Com a subida de Mahmoud Ahmadinejad à presidência do Irão em 2005, aumentaram as restrições à atividade artística, que culminaram na proibição de filmar imposta do colega Jafar Pahani. "Shirin", em 2008, foi o último filme que fez no seu país: encenava um poema persa sobre a história de amor de uma princesa arménia pelo rei da Pérsia, mas não a mostrava aos espectadores, as emoções eram apenas desvendas pelas reações nos rostos de 114 atrizes iranianas e uma estrela francesa, Juliette Binoche, que lhe escrevera a pedir para trabalhar com ele.
É já em Itália que trabalha novamente com Binoche para "Cópia Certificada" (2010), sobre o encontro entre uma francesa dona de uma galeria de arte e um autor britânico (William Shimell) numa pequena aldeia no Sul da Toscana.
Em Portugal para a antestreia no Estoril Film Festival, afirmou que "não é que eu quisesse fazer especificamente um filme num país ocidental, ou mostrar o meu trabalho a um público diferente.

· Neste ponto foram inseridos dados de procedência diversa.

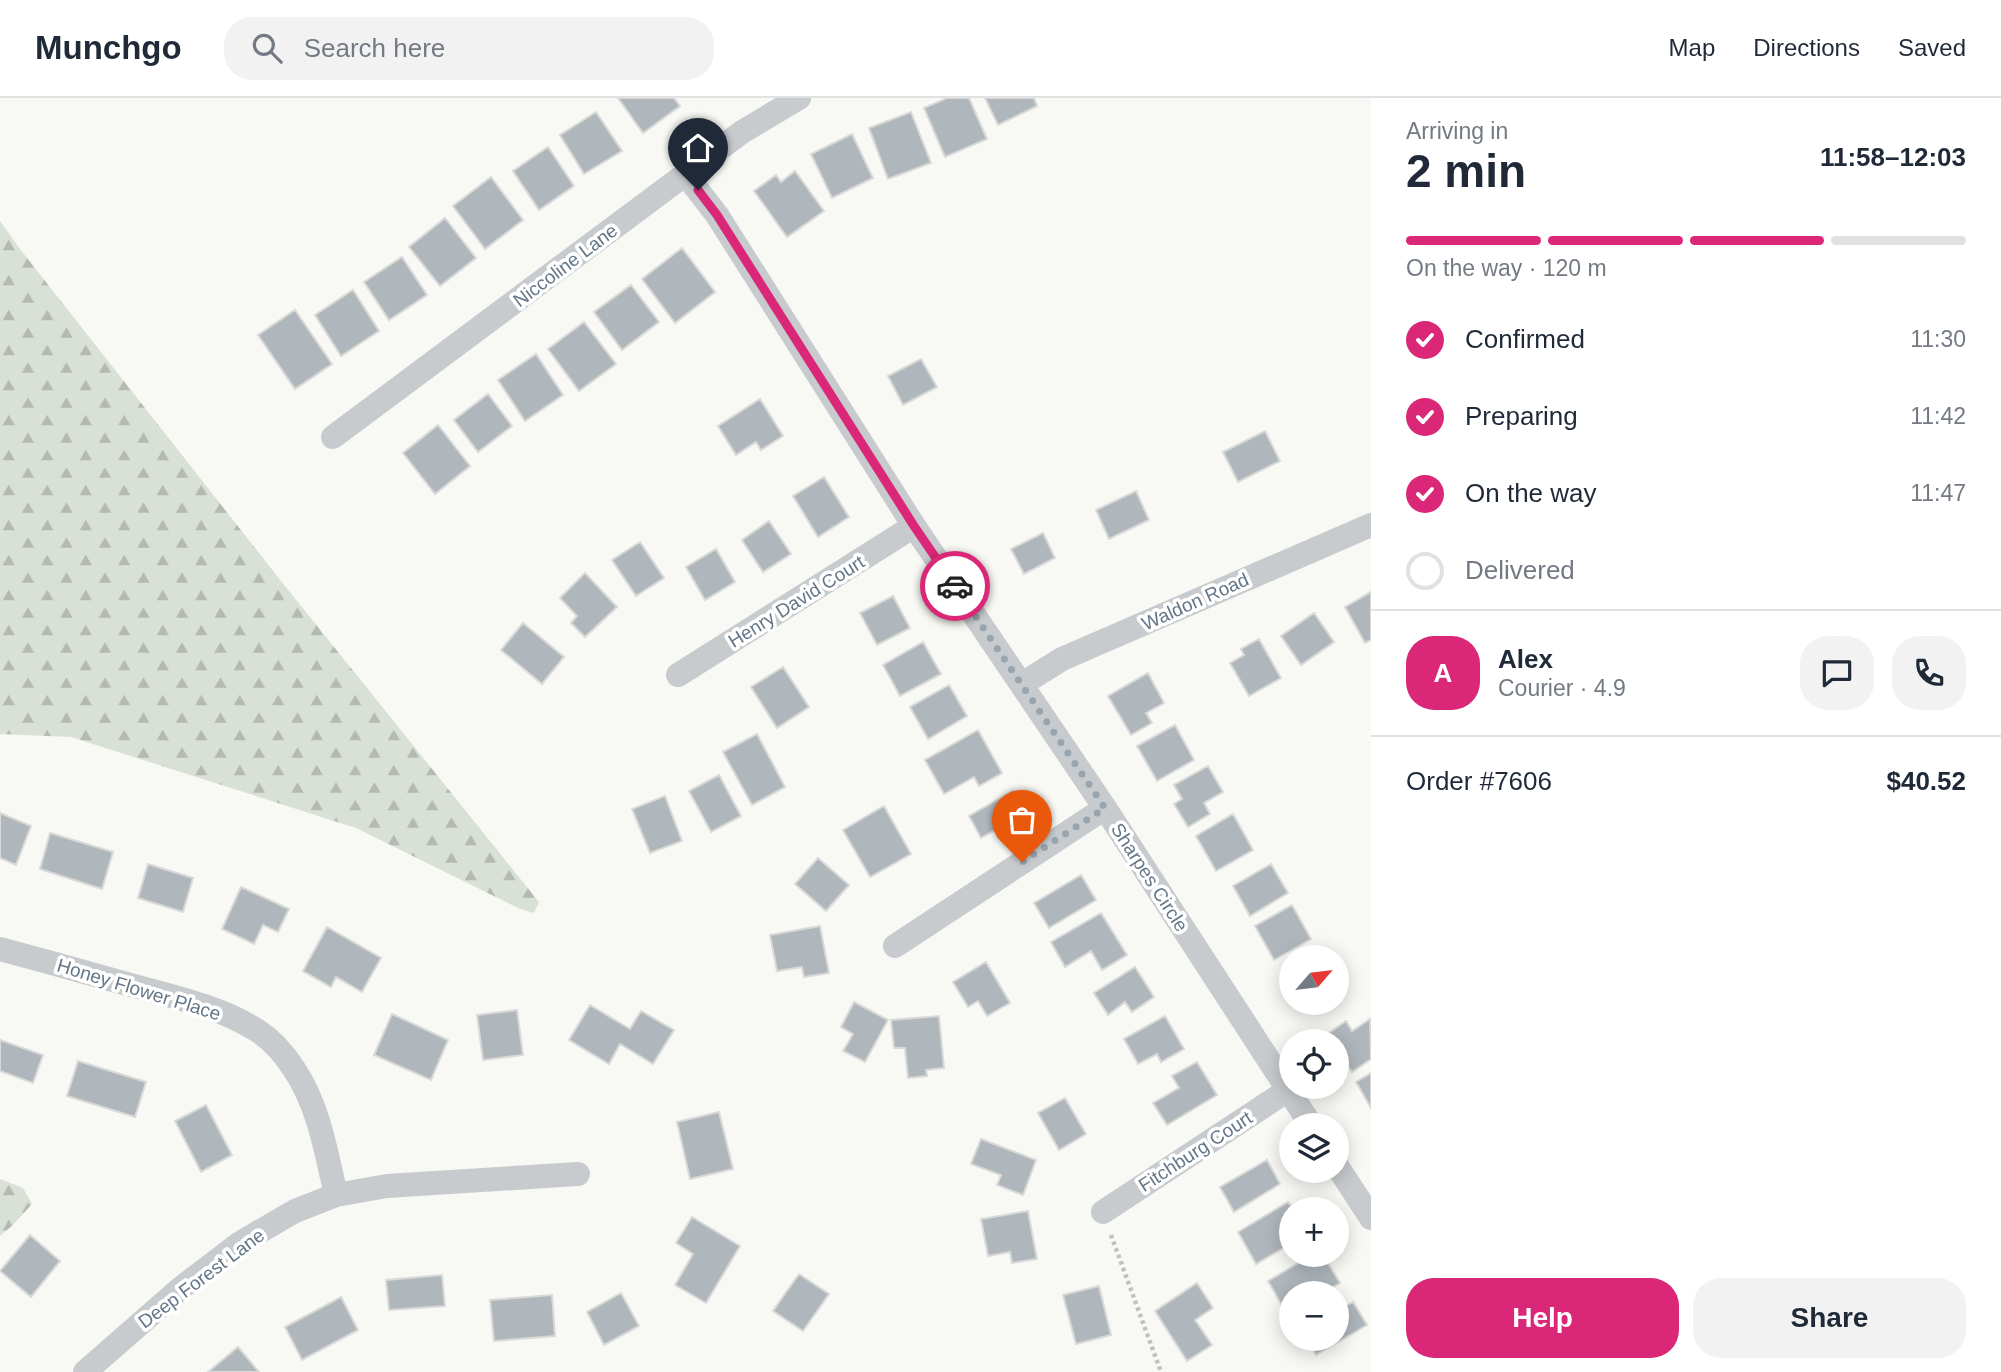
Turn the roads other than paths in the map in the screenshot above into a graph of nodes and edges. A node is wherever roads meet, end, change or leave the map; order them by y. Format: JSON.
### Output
{"nodes":[{"id":1,"x":800,"y":98,"type":"edge"},
{"id":2,"x":687,"y":175,"type":"junction"},
{"id":3,"x":333,"y":437,"type":"dead end"},
{"id":4,"x":1371,"y":525,"type":"edge"},
{"id":5,"x":914,"y":526,"type":"junction"},
{"id":6,"x":678,"y":675,"type":"dead end"},
{"id":7,"x":1022,"y":684,"type":"junction"},
{"id":8,"x":1105,"y":808,"type":"junction"},
{"id":9,"x":895,"y":946,"type":"dead end"},
{"id":10,"x":0,"y":949,"type":"edge"},
{"id":11,"x":1279,"y":1076,"type":"edge"},
{"id":12,"x":1279,"y":1096,"type":"edge"},
{"id":13,"x":578,"y":1174,"type":"dead end"},
{"id":14,"x":1348,"y":1183,"type":"edge"},
{"id":15,"x":335,"y":1195,"type":"junction"},
{"id":16,"x":1103,"y":1212,"type":"dead end"},
{"id":17,"x":1371,"y":1218,"type":"edge"},
{"id":18,"x":85,"y":1372,"type":"edge"}],
"edges":[{"from":1,"to":2,"type":"street","name":"Niccoline Lane"},
{"from":2,"to":3,"type":"street","name":"Niccoline Lane"},
{"from":2,"to":5,"type":"street","name":"Sharpes Circle"},
{"from":4,"to":7,"type":"street","name":"Waldon Road"},
{"from":5,"to":6,"type":"street","name":"Henry David Court"},
{"from":5,"to":7,"type":"street","name":"Sharpes Circle"},
{"from":7,"to":8,"type":"street","name":"Sharpes Circle"},
{"from":8,"to":9,"type":"street"},
{"from":8,"to":11,"type":"street","name":"Sharpes Circle"},
{"from":10,"to":15,"type":"street","name":"Honey Flower Place"},
{"from":12,"to":16,"type":"street","name":"Fitchburg Court"},
{"from":13,"to":15,"type":"street","name":"Deep Forest Lane"},
{"from":14,"to":17,"type":"street"},
{"from":15,"to":18,"type":"street","name":"Deep Forest Lane"}]}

Foi o facto de fazer uma coisa nova, trabalhar numa cultura diferente, com pessoas diferentes e fazer, em último caso, um filme diferente".
O trabalho confirmou-lhe que "a arte não é limitada a uma certa época cultural ou a uma geografia ou ao ambiente em que se vive" e "quando saiu o filme percebi que não há nele erros ou mal entendidos culturais; foi um alívio para mim e percebi que sou capaz de trabalhar em qualquer lado", reconheceu.
Foi no Japão que filmou "Like Someone in Love" (2013), que acompanhava dois dias da relação entre um velho antigo professor universitário e uma jovem estudante e 'call girl' que recebe na sua casa em Tóquio uma noite e vê chegar o namorado na manhã seguinte.
Acabou por ser o último filme de um cineasta que nunca perdeu a esperança de voltar a trabalhar no seu país e há apenas uma semana tinha sido convidado para se juntar à Academia de Artes e Ciências Cinematográficas que vota nos Óscares.